What This Chapter Is About
Micah 1 opens with a superscription identifying the prophet as a Morasthite (from Moresheth-Gath in the Judean lowlands) prophesying during the reigns of Jotham, Ahaz, and Hezekiah concerning Samaria and Jerusalem. The chapter contains a dramatic theophany — God descends from His holy temple and treads upon the high places of the earth, melting mountains and splitting valleys. The prophet then delivers judgment oracles against Samaria (vv. 6-7), whose sins have spread to Judah, and concludes with a lamentation over the towns of the Shephelah (Judean lowlands) using an extraordinary series of wordplays on town names — each town's name becomes a pun on its fate.

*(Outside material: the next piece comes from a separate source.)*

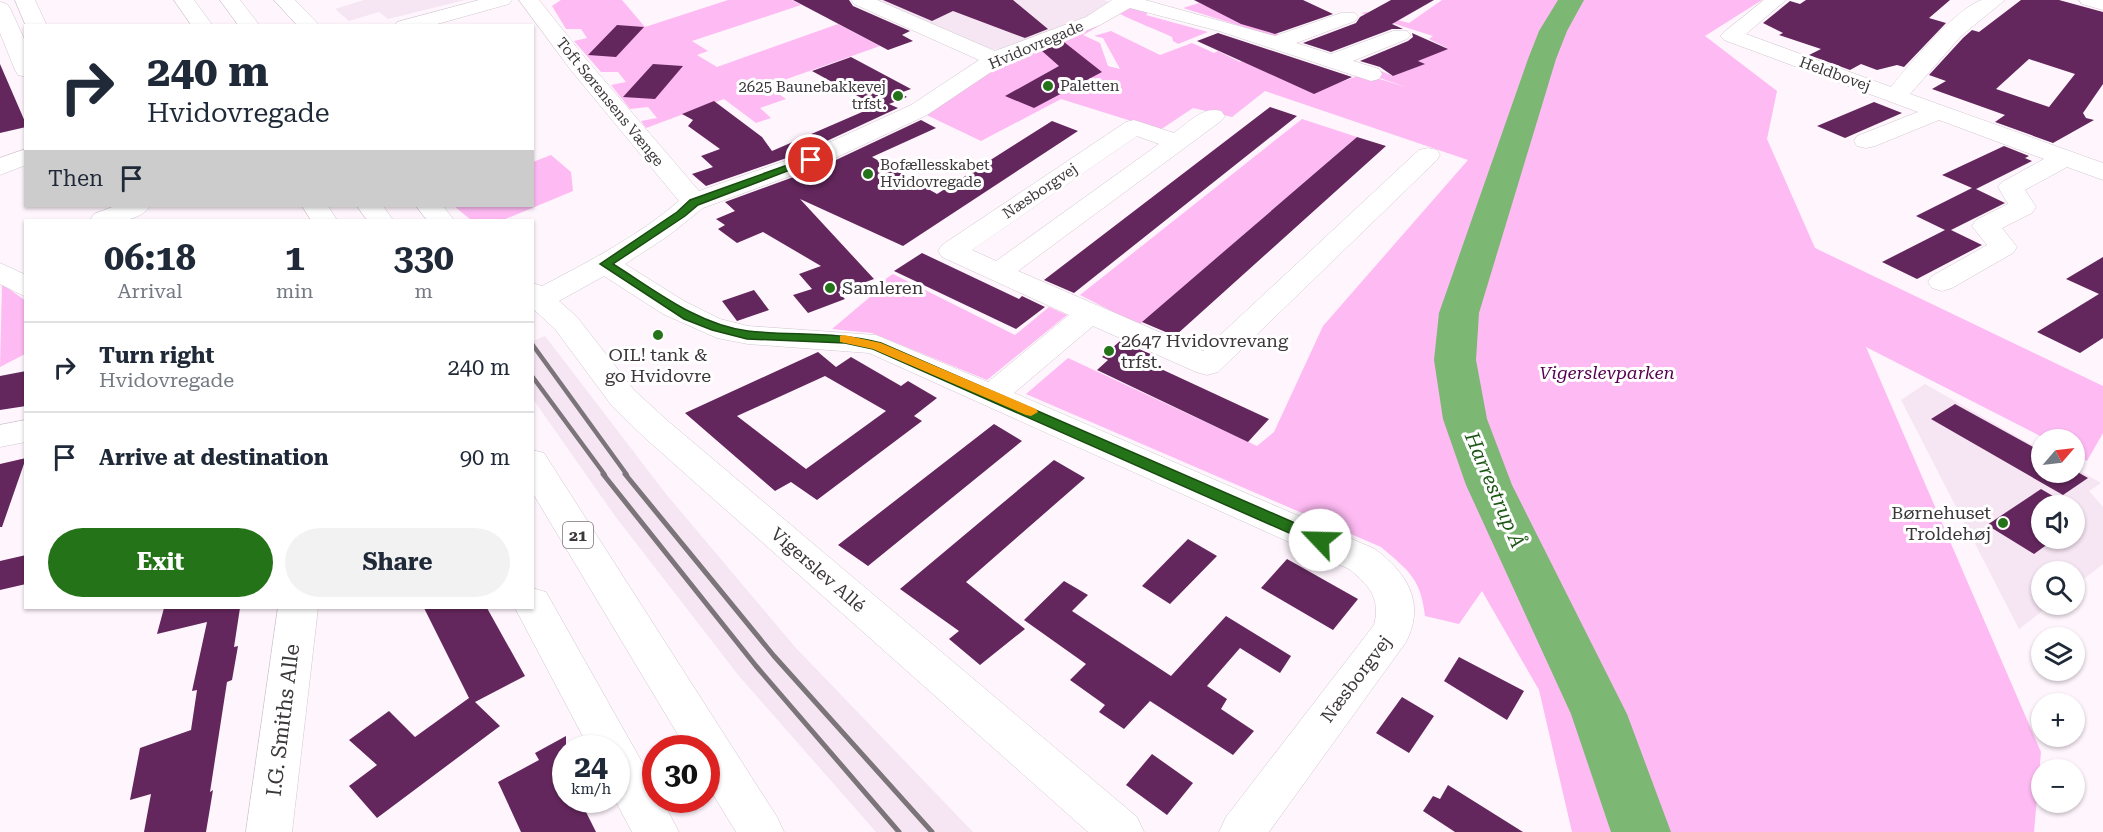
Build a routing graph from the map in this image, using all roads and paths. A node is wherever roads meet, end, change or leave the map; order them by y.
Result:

What Makes This Chapter Remarkable
The wordplay section (vv. 10-16) is one of the most virtuosic passages in Hebrew prophetic poetry. Nearly every town name is punned upon: Beth-leaphrah ('house of dust') is told to roll in dust; Shaphir ('beautiful') goes forth in shameful nakedness; Zaanan ('going out') does not go out; Beth-ezel ('house of nearness') has its support taken away; Maroth ('bitter') waits bitterly; Lachish (assonance with larekesh, 'to the team/chariot') is told to harness the chariot; Moresheth-Gath sounds like me'oraset ('betrothed'), so she is given as a parting gift; Achzib ('deception') becomes a deception; Mareshah ('possession') receives a possessor; and Adullam inherits Israel's glory. These puns are untranslatable in English and must be documented in translator notes. Micah's grief is personal — these are his own towns, his neighbors.
Translation Friction
The wordplays in verses 10-16 present the central translation challenge: the Hebrew puns cannot be reproduced in English. We render the meaning clearly and document every wordplay in the translator notes. The theophany language (vv. 3-4) draws on cosmic imagery — mountains melting 'like wax before fire' — that must be rendered as poetry, not flattened into prose. The phrase 'incurable wound' (makkoteha anushah, v. 9) echoes Jeremiah 30:12 and Nahum 3:19, describing judgment so severe that no remedy exists.
Connections
The theophany echoes Psalm 18:7-15, Judges 5:4-5 (the Song of Deborah), and Habakkuk 3:3-6. Micah's identification of Samaria's sins spreading to Jerusalem anticipates the Babylonian exile. The reference to 'the gate of my people, to Jerusalem' (v. 9) links the fall of the northern kingdom to Judah's vulnerability. Micah is quoted by name in Jeremiah 26:18, making him one of the few prophets cited by another prophet.